L’AT réflexive comporte six étapes analytiques, chacune permettant d’interpréter progressivement les récits de manière adéquate et qui rend justice aux expériences rapportées par les participant·e·s : (1) la familiarisation; (2) la création de codes; (3) la construction de thèmes; (4) la révision et (5) la définition des thèmes; ainsi que (6) la production du rapport final (Braun et Clarke, 2006; Braun et al., 2019). Bien que les étapes semblent être découpées de manière méthodique, le processus demeure itératif jusqu’à la toute fin, puisque même la production du rapport final, soit la présentation des résultats et la discussion, sont une occasion pour valider la cohérence des thèmes tant dans leur ensemble qu’individuellement (Braun et al., 2019).

Ainsi, nous avons débuté par un processus d’immersion dans les données. Ce processus consistait en une lecture de chacune des entrevues, tout en écoutant l’enregistrement correspondant et en prenant des notes provisoires en même temps. Alors que nous avons analysé l’ensemble des données provenant des entretiens des parents dans le cadre de la recherche principale (voir point 4.2), nous avons refait une nouvelle analyse de tous les entretiens au cœur de ce projet de mémoire. Nous avons donc procédé à la création de codes qui permettaient de donner un sens profond aux données recueillies, tout en nous assurant de ne pas nous éloigner du langage employé par les participant·e·s. Étant donné que notre objectif est d’explorer les expériences de transition des

enfants selon leurs perceptives et celles de leurs parents, les entretiens des mères et des enfants ont été codés simultanément pour faciliter la mise en dialogue et l’identification des expériences et des enjeux entourant les trajectoires des enfants.

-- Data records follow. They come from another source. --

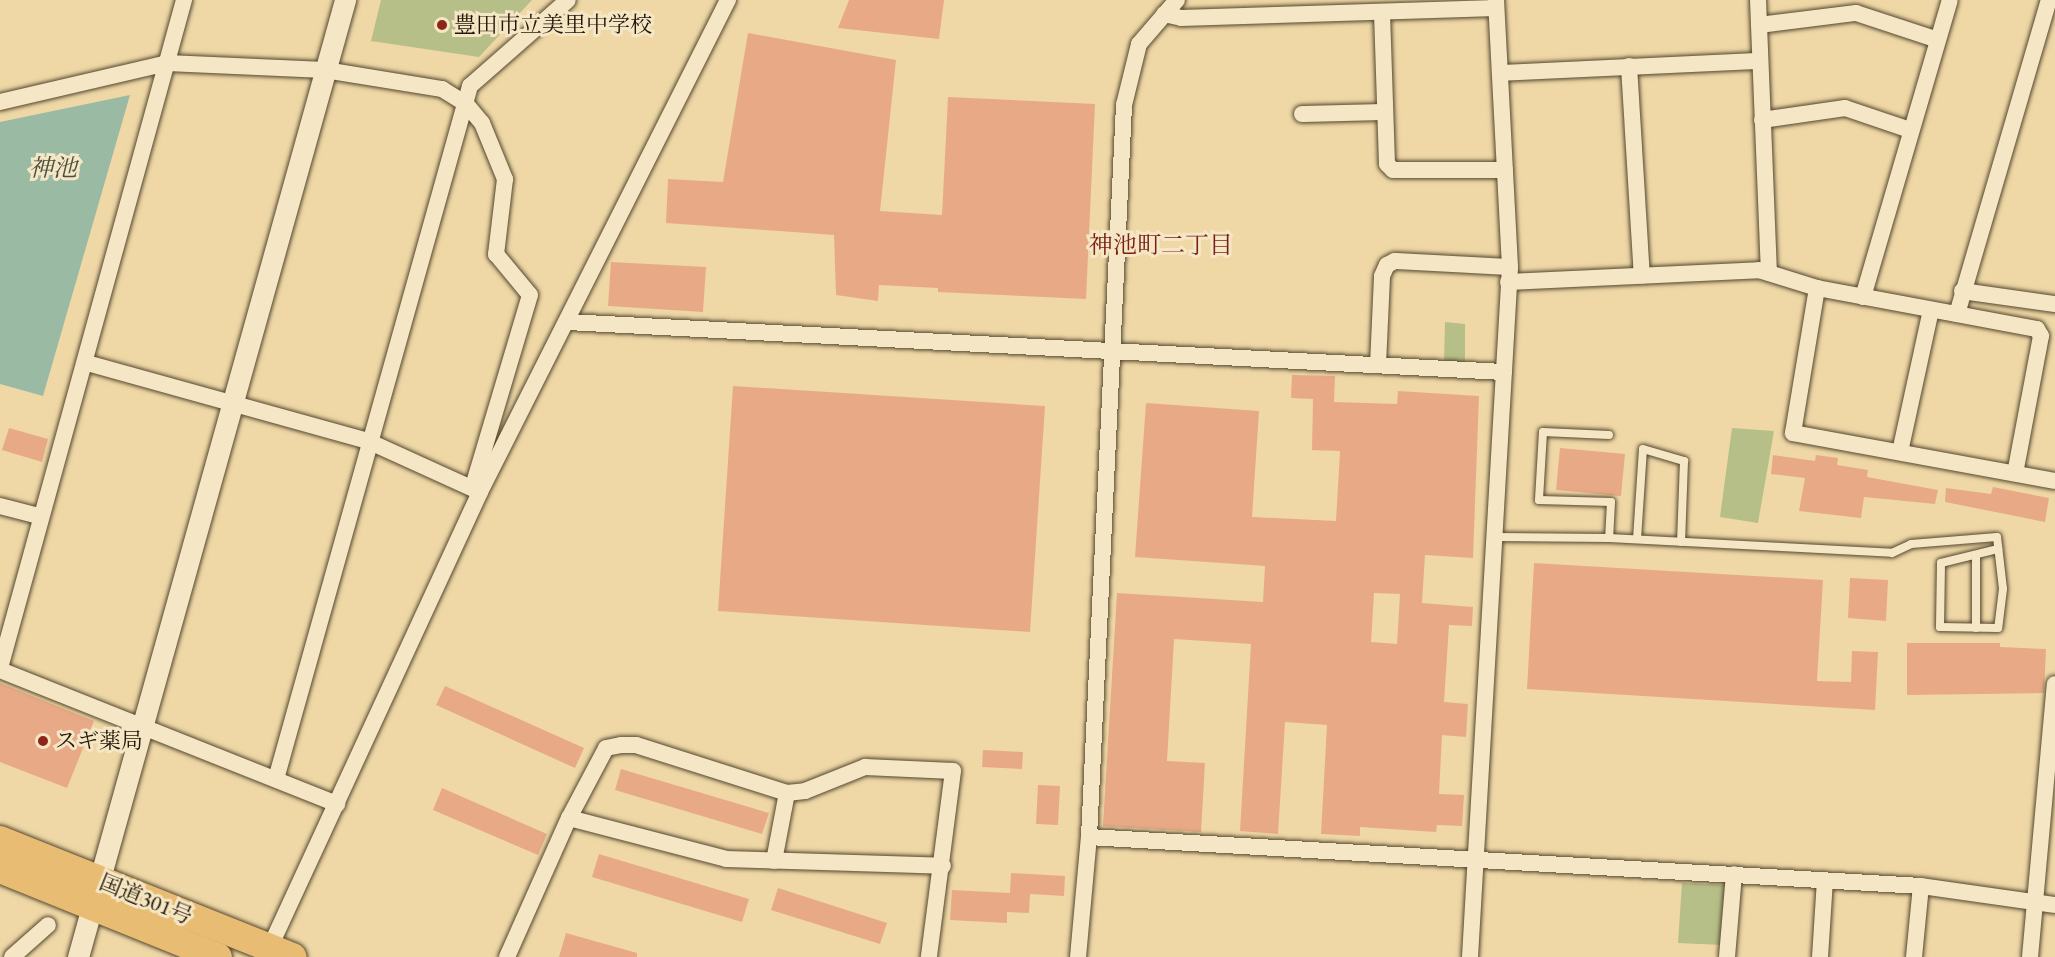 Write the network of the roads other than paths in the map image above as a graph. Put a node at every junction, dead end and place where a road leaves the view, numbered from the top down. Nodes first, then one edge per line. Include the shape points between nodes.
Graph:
1 (184, 0) edge
2 (345, 0) edge
3 (568, 0) edge
4 (728, 0) edge
5 (1177, 0) edge
6 (1758, 0) edge
7 (1950, 0) edge
8 (2049, 0) edge
9 (1496, 4) edge
10 (1382, 13) junction
11 (1164, 14) junction
12 (1759, 25) junction
13 (1938, 40) junction
14 (1759, 61) junction
15 (167, 63) junction
16 (1629, 66) junction
17 (325, 70) junction
18 (1500, 73) junction
19 (0, 102) edge
20 (465, 104) junction
21 (1385, 112) junction
22 (1302, 114) dead end
23 (1762, 120) junction
24 (1910, 130) junction
25 (1505, 170) junction
26 (1769, 273) junction
27 (1509, 275) junction
28 (1642, 276) junction
29 (1817, 288) junction
30 (1962, 291) junction
31 (1863, 297) junction
32 (2055, 304) edge
33 (1931, 310) junction
34 (1957, 314) junction
35 (567, 322) junction
36 (1111, 354) junction
37 (87, 363) junction
38 (1378, 365) junction
39 (1504, 372) junction
40 (231, 403) junction
41 (1609, 435) dead end
42 (368, 441) junction
43 (1900, 452) junction
44 (2015, 473) junction
45 (2055, 481) edge
46 (476, 489) junction
47 (0, 506) edge
48 (39, 516) junction
49 (1496, 537) junction
50 (1609, 538) junction
51 (1637, 539) junction
52 (1681, 542) junction
53 (1998, 549) junction
54 (1976, 555) junction
55 (1976, 628) junction
56 (0, 669) edge
57 (2055, 684) edge
58 (140, 728) junction
59 (2051, 755) edge
60 (276, 779) junction
61 (787, 792) junction
62 (338, 804) junction
63 (2048, 811) edge
64 (569, 818) junction
65 (1089, 837) junction
66 (0, 840) edge
67 (1478, 860) junction
68 (774, 861) junction
69 (943, 866) junction
70 (0, 869) edge
71 (1734, 874) junction
72 (1825, 880) junction
73 (1921, 886) junction
74 (94, 892) junction
75 (2032, 901) junction
76 (2055, 905) edge
77 (48, 925) dead end
78 (281, 952) edge
79 (12, 957) edge
80 (78, 957) edge
81 (218, 957) edge
82 (507, 957) edge
83 (929, 957) edge
84 (1078, 957) edge
85 (1470, 957) edge
86 (1727, 957) edge
87 (1820, 957) edge
88 (1914, 957) edge
89 (2030, 957) edge

1 - 15 street
2 - 17 street
3 - 20 street via 470,86
4 - 35 street
5 - 11 street
6 - 12 street
7 - 13 street
8 - 30 street
9 - 10 street
9 - 18 street
10 - 11 street via 1181,18
10 - 21 street
11 - 36 street via 1139,44 1124,105
12 - 13 street via 1856,13
12 - 14 street
13 - 24 street
14 - 16 street
14 - 23 street
15 - 17 street
15 - 19 street
15 - 37 street
16 - 18 street
16 - 28 street
17 - 20 street via 442,89
17 - 40 street
18 - 25 street
20 - 42 street
20 - 46 street via 482,123 505,179 496,254 530,295
21 - 22 street
21 - 25 street via 1387,164 1393,170
23 - 24 street via 1845,108
23 - 26 street
24 - 31 street
25 - 27 street
26 - 28 street via 1759,270
26 - 29 street
27 - 28 street
27 - 38 street via 1395,261 1387,266 1383,276
27 - 39 street
29 - 31 street
29 - 43 street via 1793,432
30 - 32 street
30 - 34 street
31 - 33 street
33 - 34 street
33 - 43 street
34 - 44 street via 2037,329 2041,336
35 - 36 street
35 - 46 street
36 - 38 street
36 - 65 street
37 - 40 street
37 - 48 street
38 - 39 street
39 - 49 street
40 - 42 street
40 - 58 street
41 - 50 lane via 1544,432 1539,500 1611,502
42 - 46 street
42 - 60 street
43 - 44 street
44 - 45 street
46 - 62 street
47 - 48 street
48 - 56 street
49 - 50 lane
49 - 67 street
50 - 51 lane
51 - 52 lane
51 - 52 lane via 1643,449 1684,461
52 - 53 lane via 1892,553 1911,544 1997,537
53 - 54 lane
53 - 55 lane via 2003,589 1998,628
54 - 55 lane
54 - 55 lane via 1941,563 1940,627
56 - 58 street
57 - 59 street
58 - 60 street
58 - 74 street
59 - 63 street
60 - 62 street
61 - 64 street via 622,745 606,748
61 - 68 street
61 - 69 street via 805,791 865,767 952,771
62 - 78 street
63 - 75 street
64 - 68 street via 726,859
64 - 82 street
65 - 67 street
65 - 84 street
66 - 74 highway, 国道301号
67 - 71 street
67 - 85 street
68 - 69 street
69 - 83 street
70 - 74 highway, 国道301号
71 - 72 street
71 - 86 street
72 - 73 street
72 - 87 street
73 - 75 street
73 - 88 street
74 - 78 highway, 国道301号
74 - 80 street
74 - 81 highway, 国道301号
75 - 76 street
75 - 89 street
77 - 79 street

Ce processus de codage simultané nous a permis de créer, de réviser et de définir des thèmes cohérents, interreliés (mais sans pour autant être mutuellement inclusifs), et succincts afin de bien guider la lecture de notre lectorat. Enfin, la présentation de nos résultats nous a permis de peaufiner davantage certains thèmes qui, après avoir été examinés de plus près, semblaient s’éloigner de notre question et de nos objectifs de recherche. Les thèmes identifiés sont les suivants : (1) se dévoiler à ses parents en étant simplement soi-même; (2) le processus de transition en dehors de la maison : un processus de négociation et d’accompagnement; (3) l’école comme principal lieu de tensions; (4) s’affirmer à travers le processus de transition : répercussions des obstacles et retombées positives; et (5) se projeter dans l’avenir : la transition médicale. Chacun des thèmes contenait des sous-thèmes; par exemple, le thème « le processus de transition en dehors de la maison » contenait des sous-thèmes comme « processus de négociation des besoins », « processus de négociation du pouvoir » et « processus de négociation de la visibilité ». Chaque sous-thème contenait à son tour les extraits de retranscription qui y faisaient référence.

Tout comme dans le cadre de la recherche principale, l’analyse des données a été effectuée à l’aide du logiciel de traitement des données MAXQDA. Étant donné l’habileté que nous avons développée à travailler avec ce logiciel dans le cadre de notre travail, nous avons décidé de poursuivre l’utilisation de MAXQDA pour les fins d’analyse du présent mémoire.